UAgainst calling for the impossible

Students, faculty and community members from a group known as UAgainst SB1070 will be holding a protest at noon today on the UA Mall. Members of the group are calling for immediate action, including denouncement of the bill by President Robert Shelton and refusal to implement the law by the University of Arizona Police Department. While political awareness that does not involve an MTV ad campaign is always a welcome change, the members of this group are setting their goals higher than the International Space Station.

For those who have been under a rock on the moon for the past few months, Arizona Senate Bill 1070 makes it a state misdemeanor crime for a person who is not a U.S. citizen to be in Arizona without carrying registration documents required by federal law. It also obligates police to make an attempt to determine a person’s immigration status if there is reasonable suspicion that the person is not a U.S. citizen.
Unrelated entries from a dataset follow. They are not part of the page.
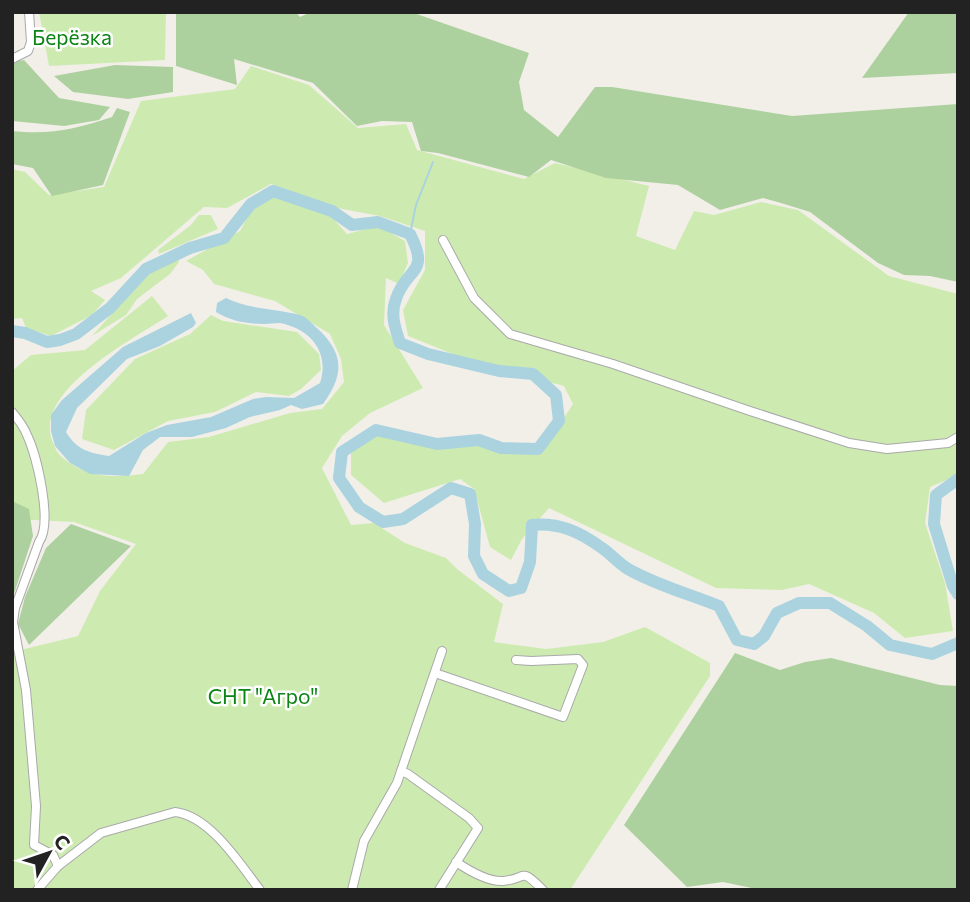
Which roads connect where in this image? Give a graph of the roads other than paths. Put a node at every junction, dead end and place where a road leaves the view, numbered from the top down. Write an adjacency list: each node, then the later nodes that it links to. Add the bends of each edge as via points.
1 (30, 12): 2 (street, via 28,51)
2 (12, 60)
3 (443, 240): 5 (street, via 474,298 510,334 849,443 887,449 948,443)
4 (12, 412): 11 (street, via 27,434 43,510 44,534 13,622 26,690 36,806 34,845 53,855)
5 (958, 437)
6 (442, 651): 8 (street)
7 (516, 660): 8 (street, via 582,662 563,717)
8 (435, 673): 9 (street)
9 (401, 771): 10 (street, via 476,824 477,834); 14 (street, via 390,800 364,841)
10 (456, 862): 15 (street); 16 (street, via 503,881 526,875)
11 (58, 866): 12 (street, via 101,833 186,813 216,835); 13 (street)
12 (257, 887)
13 (37, 890)
14 (352, 890)
15 (439, 890)
16 (543, 890)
Its supporters say the law reinforces federal immigration law and critics say it legalizes racial profiling. Under the law, police may arrest a person if there is probable cause that the person is in the U.S. unlawfully. Changes made after the law was originally passed state that race may not be used as a factor, but critics remain skeptical.
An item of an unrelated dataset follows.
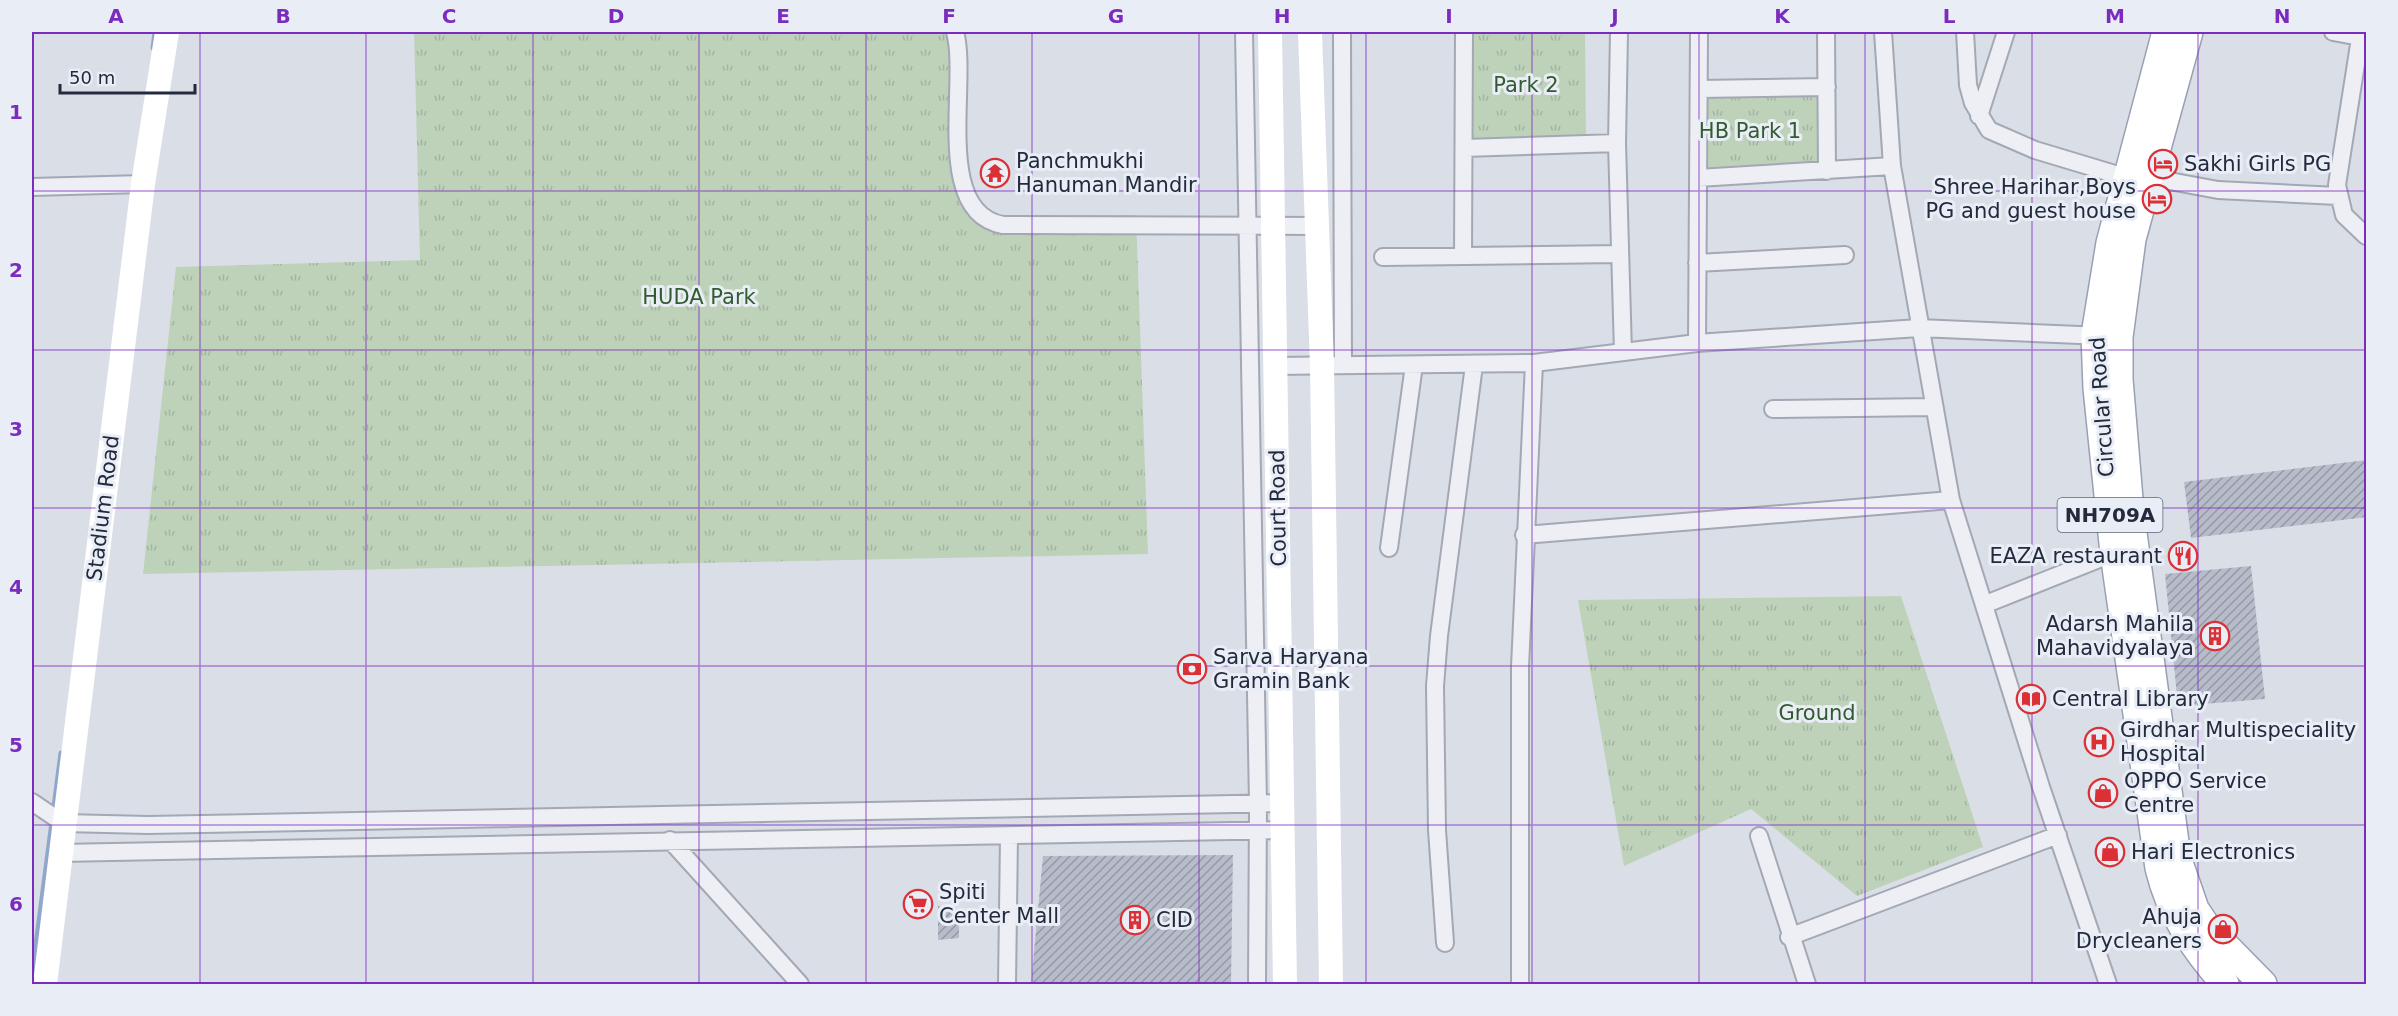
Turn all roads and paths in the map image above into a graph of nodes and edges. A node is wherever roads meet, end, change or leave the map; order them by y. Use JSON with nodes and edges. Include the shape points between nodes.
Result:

Your author does not mean to discourage the protestors braving the sun to make their opinions heard; this is a defensible and even admirable pursuit. But this group is not striving for awareness: they are calling for such illegal and impossible actions as a state-funded police department refusing to enforce a state law. Though the comparison is glib, it’s just as likely that a tank-topped demonstration by the Lambda Alpha Mu Epsilon bro-geois would persuade UAPD to overlook underage drinkers.
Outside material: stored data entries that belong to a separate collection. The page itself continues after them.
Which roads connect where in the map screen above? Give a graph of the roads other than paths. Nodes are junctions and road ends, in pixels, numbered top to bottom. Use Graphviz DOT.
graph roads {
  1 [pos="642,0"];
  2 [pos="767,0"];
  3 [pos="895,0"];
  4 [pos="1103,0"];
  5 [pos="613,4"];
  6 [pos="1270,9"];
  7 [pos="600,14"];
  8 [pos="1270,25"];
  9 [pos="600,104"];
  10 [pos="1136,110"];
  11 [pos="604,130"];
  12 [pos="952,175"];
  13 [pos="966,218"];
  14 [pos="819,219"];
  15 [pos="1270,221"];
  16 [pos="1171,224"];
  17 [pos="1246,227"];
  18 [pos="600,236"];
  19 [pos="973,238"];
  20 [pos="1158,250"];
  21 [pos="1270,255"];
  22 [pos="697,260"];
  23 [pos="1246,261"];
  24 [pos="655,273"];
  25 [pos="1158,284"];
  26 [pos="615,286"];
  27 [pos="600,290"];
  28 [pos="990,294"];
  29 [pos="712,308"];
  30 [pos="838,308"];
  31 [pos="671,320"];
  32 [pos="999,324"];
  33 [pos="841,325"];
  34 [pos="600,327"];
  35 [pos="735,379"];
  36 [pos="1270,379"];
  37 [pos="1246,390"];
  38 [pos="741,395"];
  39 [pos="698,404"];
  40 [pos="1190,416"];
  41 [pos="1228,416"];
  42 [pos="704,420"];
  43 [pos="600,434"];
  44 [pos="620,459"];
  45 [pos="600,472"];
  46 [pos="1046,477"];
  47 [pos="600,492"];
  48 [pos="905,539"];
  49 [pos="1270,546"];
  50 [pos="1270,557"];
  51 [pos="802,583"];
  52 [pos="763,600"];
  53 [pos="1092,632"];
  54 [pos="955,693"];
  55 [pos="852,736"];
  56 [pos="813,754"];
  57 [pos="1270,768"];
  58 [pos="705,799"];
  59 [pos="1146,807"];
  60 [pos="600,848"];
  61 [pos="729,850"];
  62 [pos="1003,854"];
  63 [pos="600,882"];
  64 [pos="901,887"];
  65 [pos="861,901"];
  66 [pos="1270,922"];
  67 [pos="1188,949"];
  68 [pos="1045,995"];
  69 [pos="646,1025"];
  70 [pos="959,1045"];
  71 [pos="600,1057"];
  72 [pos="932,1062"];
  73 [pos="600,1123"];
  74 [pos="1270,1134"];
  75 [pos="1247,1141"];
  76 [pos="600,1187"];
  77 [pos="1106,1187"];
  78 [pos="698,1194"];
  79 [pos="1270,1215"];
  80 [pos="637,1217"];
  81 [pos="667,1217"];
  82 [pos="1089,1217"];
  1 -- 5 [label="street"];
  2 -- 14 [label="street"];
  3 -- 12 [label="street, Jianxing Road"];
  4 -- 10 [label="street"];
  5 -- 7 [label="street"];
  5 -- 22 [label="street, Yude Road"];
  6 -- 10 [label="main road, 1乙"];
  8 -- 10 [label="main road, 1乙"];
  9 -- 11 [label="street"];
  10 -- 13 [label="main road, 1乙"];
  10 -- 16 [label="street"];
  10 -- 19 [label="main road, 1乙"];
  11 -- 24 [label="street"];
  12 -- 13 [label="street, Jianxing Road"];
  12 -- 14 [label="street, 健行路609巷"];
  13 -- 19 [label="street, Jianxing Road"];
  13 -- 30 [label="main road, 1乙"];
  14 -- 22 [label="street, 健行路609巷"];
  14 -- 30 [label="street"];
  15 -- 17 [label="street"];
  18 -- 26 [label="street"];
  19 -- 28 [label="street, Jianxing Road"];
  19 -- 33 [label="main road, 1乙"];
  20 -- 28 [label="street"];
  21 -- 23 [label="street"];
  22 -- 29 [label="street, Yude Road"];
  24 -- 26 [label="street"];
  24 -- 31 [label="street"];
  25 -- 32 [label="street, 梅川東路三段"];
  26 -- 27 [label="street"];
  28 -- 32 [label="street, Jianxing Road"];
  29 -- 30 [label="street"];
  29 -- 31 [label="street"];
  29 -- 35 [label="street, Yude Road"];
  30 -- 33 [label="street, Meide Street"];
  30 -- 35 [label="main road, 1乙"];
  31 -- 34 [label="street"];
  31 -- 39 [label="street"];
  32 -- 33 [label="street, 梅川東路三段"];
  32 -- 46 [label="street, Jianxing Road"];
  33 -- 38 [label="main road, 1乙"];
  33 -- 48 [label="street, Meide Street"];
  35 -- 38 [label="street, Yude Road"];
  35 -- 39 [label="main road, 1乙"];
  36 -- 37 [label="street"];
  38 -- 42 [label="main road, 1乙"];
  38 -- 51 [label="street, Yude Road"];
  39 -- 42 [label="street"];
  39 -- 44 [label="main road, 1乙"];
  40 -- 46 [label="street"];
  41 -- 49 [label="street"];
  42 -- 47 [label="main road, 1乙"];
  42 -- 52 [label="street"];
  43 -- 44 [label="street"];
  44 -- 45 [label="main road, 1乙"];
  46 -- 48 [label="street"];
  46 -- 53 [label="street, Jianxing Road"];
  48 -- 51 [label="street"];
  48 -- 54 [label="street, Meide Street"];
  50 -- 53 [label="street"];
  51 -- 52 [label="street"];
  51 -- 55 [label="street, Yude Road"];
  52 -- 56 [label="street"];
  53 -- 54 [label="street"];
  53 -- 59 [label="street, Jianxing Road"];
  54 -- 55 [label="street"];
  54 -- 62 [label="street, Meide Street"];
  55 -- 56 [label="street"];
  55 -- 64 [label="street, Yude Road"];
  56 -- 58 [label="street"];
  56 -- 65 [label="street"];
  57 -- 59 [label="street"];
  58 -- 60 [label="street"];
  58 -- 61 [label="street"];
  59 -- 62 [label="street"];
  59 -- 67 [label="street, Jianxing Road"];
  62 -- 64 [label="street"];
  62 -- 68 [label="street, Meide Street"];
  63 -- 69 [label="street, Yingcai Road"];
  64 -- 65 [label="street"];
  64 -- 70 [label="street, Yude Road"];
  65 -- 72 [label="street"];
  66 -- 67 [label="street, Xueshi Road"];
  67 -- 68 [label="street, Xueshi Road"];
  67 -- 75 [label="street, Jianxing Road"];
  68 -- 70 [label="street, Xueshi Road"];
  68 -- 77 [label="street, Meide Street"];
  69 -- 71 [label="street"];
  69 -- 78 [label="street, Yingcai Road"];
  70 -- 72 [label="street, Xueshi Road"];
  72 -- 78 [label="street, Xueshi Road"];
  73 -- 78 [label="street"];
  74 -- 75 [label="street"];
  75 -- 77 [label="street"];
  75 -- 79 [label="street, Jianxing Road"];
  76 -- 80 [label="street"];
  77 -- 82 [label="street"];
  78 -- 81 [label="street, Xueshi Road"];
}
The sentiments of the group start out well enough, according to a press release on the protest. “”We commit to working to make UA campus a safe space for everyone. We call on our fellow Wildcats to monitor, speak against and report any abuses against community members.””

But instead of focusing on educating voters and encouraging engagement in the civic process, the protest organizers set their sights elsewhere. Their press release is entitled “”Students Demand UA President to Refuse Implementation of SB1070,”” and the listed objectives of the protest are include an intention to persuade “”President Shelton to denounce SB 1070,”” for “”UAPD to publicly refuse to enforce SB 1070,”” and to “”demand the repeal of SB 1070.””

Starting with the most obvious, a state-funded police department cannot, will not and should not publicly neglect to enforce a state law. Likewise, the president of a state university is not going to (and, notably, should not) refuse to implement a state law. Anarchy may seem preferable to what some view as racial profiling, but this is the system of government in the United States, for better or for worse.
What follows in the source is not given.